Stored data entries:
######
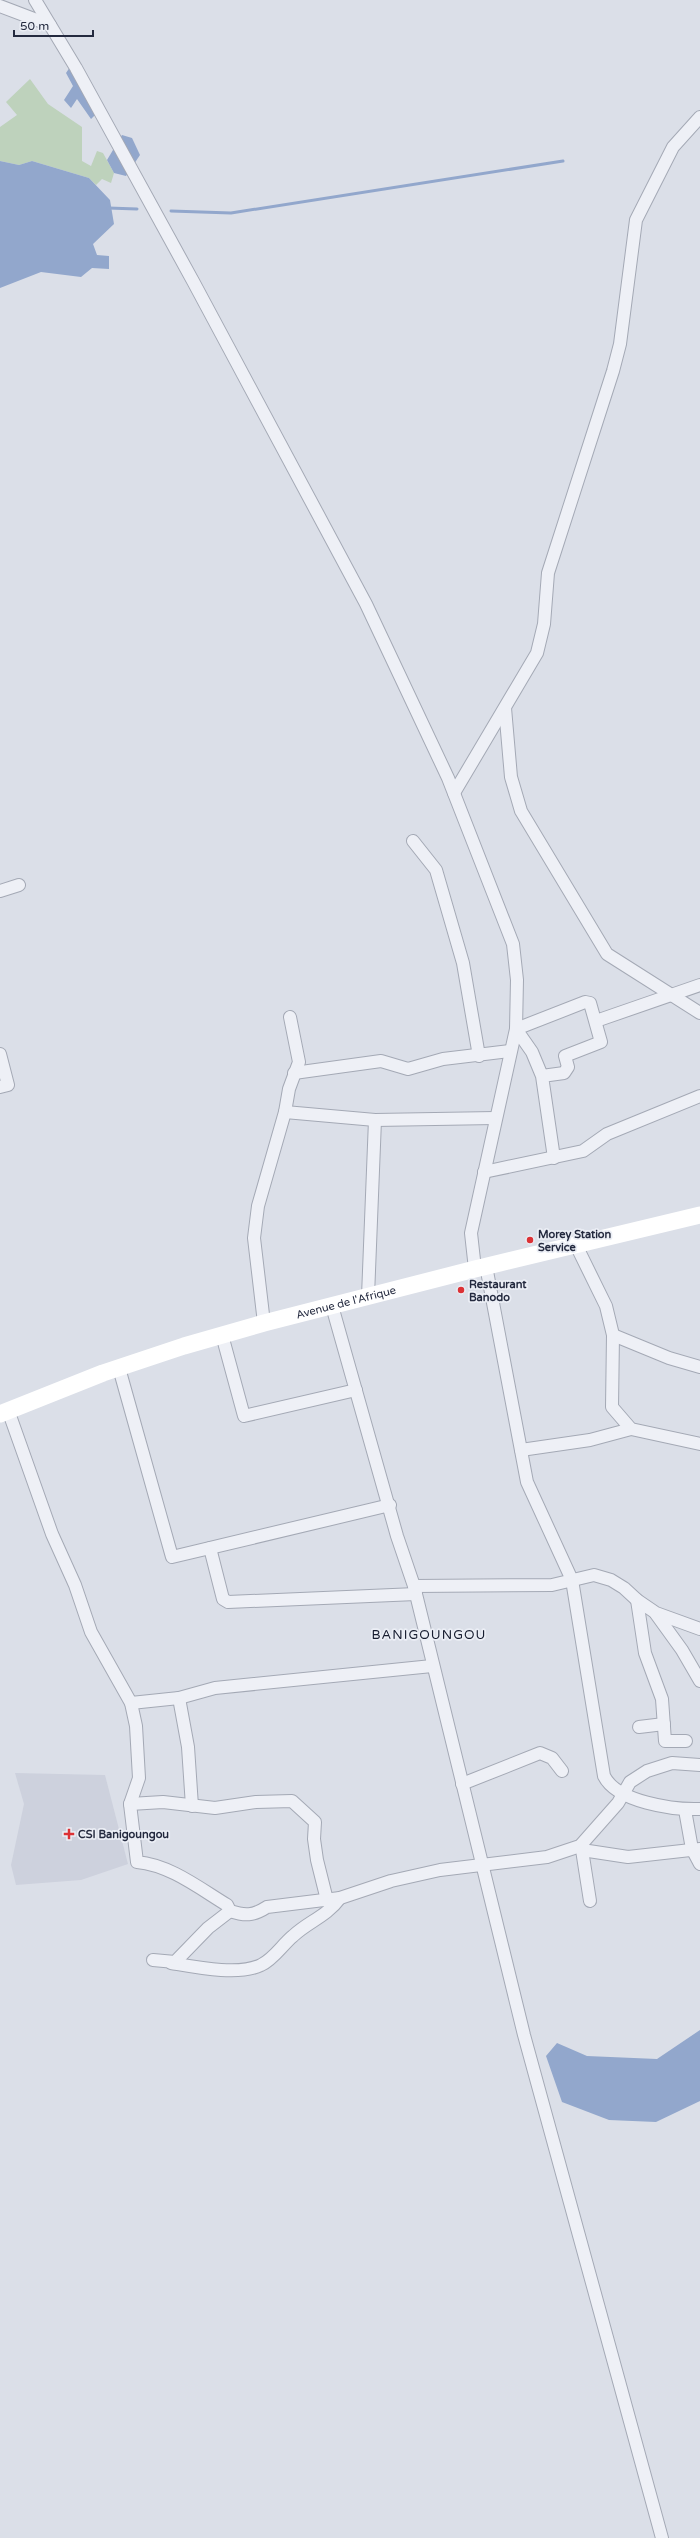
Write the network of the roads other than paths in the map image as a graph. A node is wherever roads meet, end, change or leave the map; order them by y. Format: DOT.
graph roads {
  1 [pos="37,2"];
  2 [pos="0,6"];
  3 [pos="50,25"];
  4 [pos="700,117"];
  5 [pos="505,708"];
  6 [pos="454,793"];
  7 [pos="413,841"];
  8 [pos="19,885"];
  9 [pos="0,891"];
  10 [pos="700,985"];
  11 [pos="672,994"];
  12 [pos="700,1013"];
  13 [pos="290,1017"];
  14 [pos="596,1021"];
  15 [pos="516,1030"];
  16 [pos="510,1051"];
  17 [pos="0,1054"];
  18 [pos="479,1056"];
  19 [pos="294,1073"];
  20 [pos="542,1076"];
  21 [pos="0,1087"];
  22 [pos="700,1096"];
  23 [pos="285,1112"];
  24 [pos="495,1118"];
  25 [pos="375,1120"];
  26 [pos="554,1158"];
  27 [pos="484,1172"];
  28 [pos="700,1215"];
  29 [pos="576,1245"];
  30 [pos="480,1267"];
  31 [pos="368,1296"];
  32 [pos="332,1306"];
  33 [pos="264,1322"];
  34 [pos="222,1335"];
  35 [pos="613,1336"];
  36 [pos="700,1367"];
  37 [pos="119,1368"];
  38 [pos="356,1390"];
  39 [pos="4,1412"];
  40 [pos="631,1429"];
  41 [pos="700,1444"];
  42 [pos="521,1450"];
  43 [pos="390,1505"];
  44 [pos="210,1548"];
  45 [pos="572,1580"];
  46 [pos="415,1590"];
  47 [pos="637,1600"];
  48 [pos="656,1613"];
  49 [pos="700,1629"];
  50 [pos="432,1666"];
  51 [pos="700,1681"];
  52 [pos="179,1698"];
  53 [pos="132,1703"];
  54 [pos="664,1724"];
  55 [pos="639,1728"];
  56 [pos="686,1741"];
  57 [pos="700,1765"];
  58 [pos="562,1771"];
  59 [pos="462,1784"];
  60 [pos="623,1794"];
  61 [pos="130,1804"];
  62 [pos="192,1806"];
  63 [pos="700,1809"];
  64 [pos="685,1810"];
  65 [pos="581,1848"];
  66 [pos="696,1849"];
  67 [pos="481,1863"];
  68 [pos="700,1864"];
  69 [pos="340,1898"];
  70 [pos="327,1900"];
  71 [pos="590,1901"];
  72 [pos="230,1911"];
  73 [pos="153,1960"];
  74 [pos="171,1963"];
  75 [pos="662,2538"];
  1 -- 3 [label="street"];
  2 -- 3 [label="street"];
  3 -- 6 [label="street"];
  4 -- 5 [label="street"];
  5 -- 6 [label="street"];
  5 -- 11 [label="street"];
  6 -- 15 [label="street"];
  7 -- 18 [label="street"];
  8 -- 9 [label="street"];
  10 -- 11 [label="street"];
  11 -- 12 [label="street"];
  11 -- 14 [label="street"];
  13 -- 19 [label="street"];
  14 -- 15 [label="street"];
  14 -- 20 [label="street"];
  15 -- 16 [label="street"];
  15 -- 20 [label="street"];
  16 -- 18 [label="street"];
  16 -- 24 [label="street"];
  17 -- 21 [label="street"];
  18 -- 19 [label="street"];
  19 -- 23 [label="street"];
  20 -- 26 [label="street"];
  22 -- 26 [label="street"];
  23 -- 25 [label="street"];
  23 -- 33 [label="street"];
  24 -- 25 [label="street"];
  24 -- 27 [label="street"];
  25 -- 31 [label="street"];
  26 -- 27 [label="street"];
  27 -- 30 [label="street"];
  28 -- 29 [label="main road, Avenue de l'Afrique"];
  29 -- 30 [label="main road, Avenue de l'Afrique"];
  29 -- 35 [label="street"];
  30 -- 31 [label="main road, Avenue de l'Afrique"];
  30 -- 42 [label="street"];
  31 -- 32 [label="main road, Avenue de l'Afrique"];
  32 -- 33 [label="main road, Avenue de l'Afrique"];
  32 -- 38 [label="street"];
  33 -- 34 [label="main road, Avenue de l'Afrique"];
  34 -- 37 [label="main road, Avenue de l'Afrique"];
  34 -- 38 [label="street"];
  35 -- 36 [label="street"];
  35 -- 40 [label="street"];
  37 -- 39 [label="main road, Avenue de l'Afrique"];
  37 -- 44 [label="street"];
  38 -- 43 [label="street"];
  39 -- 53 [label="street"];
  40 -- 41 [label="street"];
  40 -- 42 [label="street"];
  42 -- 45 [label="street"];
  43 -- 44 [label="street"];
  43 -- 46 [label="street"];
  44 -- 46 [label="street"];
  45 -- 46 [label="street"];
  45 -- 47 [label="street"];
  45 -- 60 [label="street"];
  46 -- 50 [label="street"];
  47 -- 48 [label="street"];
  47 -- 54 [label="street"];
  48 -- 49 [label="street"];
  48 -- 51 [label="street"];
  50 -- 52 [label="street"];
  50 -- 59 [label="street"];
  52 -- 53 [label="street"];
  52 -- 62 [label="street"];
  53 -- 61 [label="street"];
  54 -- 55 [label="street"];
  54 -- 56 [label="street"];
  57 -- 60 [label="street"];
  58 -- 59 [label="street"];
  59 -- 67 [label="street"];
  60 -- 64 [label="street"];
  60 -- 65 [label="street"];
  61 -- 62 [label="street"];
  61 -- 72 [label="street"];
  62 -- 70 [label="street"];
  63 -- 64 [label="street"];
  64 -- 66 [label="street"];
  65 -- 66 [label="street"];
  65 -- 67 [label="street"];
  65 -- 71 [label="street"];
  66 -- 68 [label="street"];
  67 -- 69 [label="street"];
  67 -- 75 [label="street"];
  69 -- 70 [label="street"];
  69 -- 74 [label="street"];
  70 -- 72 [label="street"];
  72 -- 74 [label="street"];
  73 -- 74 [label="street"];
}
######
PROBLEM DESCRIPTION:
What number of lines in the records hold the word "Avenue"? Reply with that number alone.

SOLVED EXERCISE:
8